Sunday, March 29, 2009

Gym, I hate you.

Contrary to the popular love/hate relationship that many people have with the gym, I like to think of mine as multi-dimensional. It's more of a hate/guilt/need/hate relationship. Surrounded by hate with as many sides as I can type, I go to the gym because a) it is necessary, b) it is a better alternative to nothing, c) I like seeing differences in my body.

It's also a great way to think about nothing while listening to pop music. I rotate between blanking out, blearily reading romance novels (preferably those in Large Print), and watching terrible Fox News. The newest trend to my visits to the gym has been to watch Infomercials on pieces of work out equipment. Yesterday, Susan Lucci from the ABC's All my Children introduced me to Malibu Pilates and the affordable chair that accompanies it. By tearing my eyes from the screen, I was leaving the "Malibu body of my dreams" behind.

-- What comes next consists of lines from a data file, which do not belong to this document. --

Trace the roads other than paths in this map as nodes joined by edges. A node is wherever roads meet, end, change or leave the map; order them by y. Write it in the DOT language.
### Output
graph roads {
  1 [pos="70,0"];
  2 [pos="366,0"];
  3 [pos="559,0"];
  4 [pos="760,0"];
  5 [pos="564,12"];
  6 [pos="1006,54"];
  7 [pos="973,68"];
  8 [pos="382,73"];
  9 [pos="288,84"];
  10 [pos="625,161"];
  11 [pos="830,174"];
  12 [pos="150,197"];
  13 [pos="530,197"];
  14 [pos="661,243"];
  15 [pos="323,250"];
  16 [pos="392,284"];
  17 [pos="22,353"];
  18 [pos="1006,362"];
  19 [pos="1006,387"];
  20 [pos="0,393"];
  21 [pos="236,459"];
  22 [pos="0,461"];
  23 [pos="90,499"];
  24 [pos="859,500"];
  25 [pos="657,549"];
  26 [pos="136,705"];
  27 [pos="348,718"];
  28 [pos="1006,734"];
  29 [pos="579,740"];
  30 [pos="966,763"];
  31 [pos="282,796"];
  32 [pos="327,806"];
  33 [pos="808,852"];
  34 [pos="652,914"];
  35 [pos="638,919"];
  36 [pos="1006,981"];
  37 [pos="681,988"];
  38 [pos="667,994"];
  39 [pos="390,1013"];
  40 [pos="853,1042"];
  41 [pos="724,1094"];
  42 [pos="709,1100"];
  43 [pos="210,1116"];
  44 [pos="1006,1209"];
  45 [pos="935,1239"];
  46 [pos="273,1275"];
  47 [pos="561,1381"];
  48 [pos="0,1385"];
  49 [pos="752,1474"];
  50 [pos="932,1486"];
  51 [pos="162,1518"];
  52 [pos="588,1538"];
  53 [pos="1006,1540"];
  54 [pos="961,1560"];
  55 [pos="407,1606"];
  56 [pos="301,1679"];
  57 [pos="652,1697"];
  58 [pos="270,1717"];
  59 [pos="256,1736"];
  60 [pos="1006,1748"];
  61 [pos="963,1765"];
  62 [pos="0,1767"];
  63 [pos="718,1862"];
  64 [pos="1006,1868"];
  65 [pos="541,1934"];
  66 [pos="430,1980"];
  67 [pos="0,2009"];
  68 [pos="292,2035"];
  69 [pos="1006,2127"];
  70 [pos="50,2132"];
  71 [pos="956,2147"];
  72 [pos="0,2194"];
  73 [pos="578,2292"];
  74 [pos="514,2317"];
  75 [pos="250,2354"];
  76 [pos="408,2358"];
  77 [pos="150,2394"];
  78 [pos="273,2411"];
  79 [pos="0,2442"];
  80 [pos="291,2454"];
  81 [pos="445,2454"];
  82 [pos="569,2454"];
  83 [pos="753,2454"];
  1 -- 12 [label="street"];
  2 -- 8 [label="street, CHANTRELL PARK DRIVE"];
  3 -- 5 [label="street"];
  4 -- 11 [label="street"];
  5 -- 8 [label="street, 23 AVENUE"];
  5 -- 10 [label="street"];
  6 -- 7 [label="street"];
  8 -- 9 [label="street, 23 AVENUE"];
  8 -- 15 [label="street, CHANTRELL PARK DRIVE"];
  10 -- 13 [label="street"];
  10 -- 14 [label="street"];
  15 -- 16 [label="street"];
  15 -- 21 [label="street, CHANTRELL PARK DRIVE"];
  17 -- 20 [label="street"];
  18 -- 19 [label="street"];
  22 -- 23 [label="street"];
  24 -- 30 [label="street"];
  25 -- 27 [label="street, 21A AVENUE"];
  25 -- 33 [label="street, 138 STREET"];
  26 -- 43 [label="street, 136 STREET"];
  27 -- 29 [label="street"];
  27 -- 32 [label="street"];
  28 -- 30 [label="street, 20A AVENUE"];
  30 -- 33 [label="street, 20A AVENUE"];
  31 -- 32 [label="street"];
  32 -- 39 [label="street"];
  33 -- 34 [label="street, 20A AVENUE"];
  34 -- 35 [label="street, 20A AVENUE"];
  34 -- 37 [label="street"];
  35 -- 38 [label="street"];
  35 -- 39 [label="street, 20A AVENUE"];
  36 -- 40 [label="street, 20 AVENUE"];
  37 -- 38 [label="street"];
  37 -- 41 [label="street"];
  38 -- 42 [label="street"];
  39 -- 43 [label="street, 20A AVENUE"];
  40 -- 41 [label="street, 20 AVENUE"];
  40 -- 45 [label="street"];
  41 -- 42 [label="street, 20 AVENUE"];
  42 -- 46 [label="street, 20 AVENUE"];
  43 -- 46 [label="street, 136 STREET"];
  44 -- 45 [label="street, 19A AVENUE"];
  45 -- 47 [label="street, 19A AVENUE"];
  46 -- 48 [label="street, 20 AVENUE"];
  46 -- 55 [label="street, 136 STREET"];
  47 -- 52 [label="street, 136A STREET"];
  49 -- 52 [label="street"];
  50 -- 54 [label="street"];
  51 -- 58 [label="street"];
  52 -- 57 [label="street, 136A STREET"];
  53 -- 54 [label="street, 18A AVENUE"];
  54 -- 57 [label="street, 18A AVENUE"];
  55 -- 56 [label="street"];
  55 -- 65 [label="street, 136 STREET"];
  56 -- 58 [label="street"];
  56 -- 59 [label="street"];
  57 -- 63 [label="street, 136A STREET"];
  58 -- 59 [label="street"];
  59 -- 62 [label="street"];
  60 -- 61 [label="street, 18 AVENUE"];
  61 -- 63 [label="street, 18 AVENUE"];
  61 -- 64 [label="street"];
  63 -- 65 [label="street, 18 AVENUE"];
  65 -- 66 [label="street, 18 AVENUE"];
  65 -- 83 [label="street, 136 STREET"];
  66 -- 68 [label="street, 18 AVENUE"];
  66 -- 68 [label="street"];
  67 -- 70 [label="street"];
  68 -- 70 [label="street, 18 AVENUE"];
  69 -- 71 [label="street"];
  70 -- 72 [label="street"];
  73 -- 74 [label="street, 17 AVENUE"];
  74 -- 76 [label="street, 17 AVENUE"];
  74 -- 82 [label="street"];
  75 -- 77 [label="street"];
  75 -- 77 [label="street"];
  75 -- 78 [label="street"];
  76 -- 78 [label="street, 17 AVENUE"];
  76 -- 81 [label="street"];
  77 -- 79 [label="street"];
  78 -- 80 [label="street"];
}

Because of the cheap price, it is the most basic gym that one can ask for. It has TV, but you can't control the channels. There are no classes and there is no pool. I've come to expect 1/3 of the televisions to be tuned onto FOX news. (Cavuto, gross!) I watch it only to witness the poorest form of journalism known to man. I go home and cry in the shower. As it was previously a Blockbuster, I have proudly come to love my gym because of how awkward I can be here with almost no ramifications.

My gym is heavily patronized by the parents of my high school graduating class, and thanks to the recession - my peers in high school. In regard to the people, I was never friends with them to begin with so I am able to maintain my policy of silence at the gym. In general, I don't talk to anyone and try not to make any direct eye contact. The gym allows me to wear all types of headbands, hairclips, tank tops, and ill-fitting shorts that I so choose. I'm not looking to meet anyone at this local gym.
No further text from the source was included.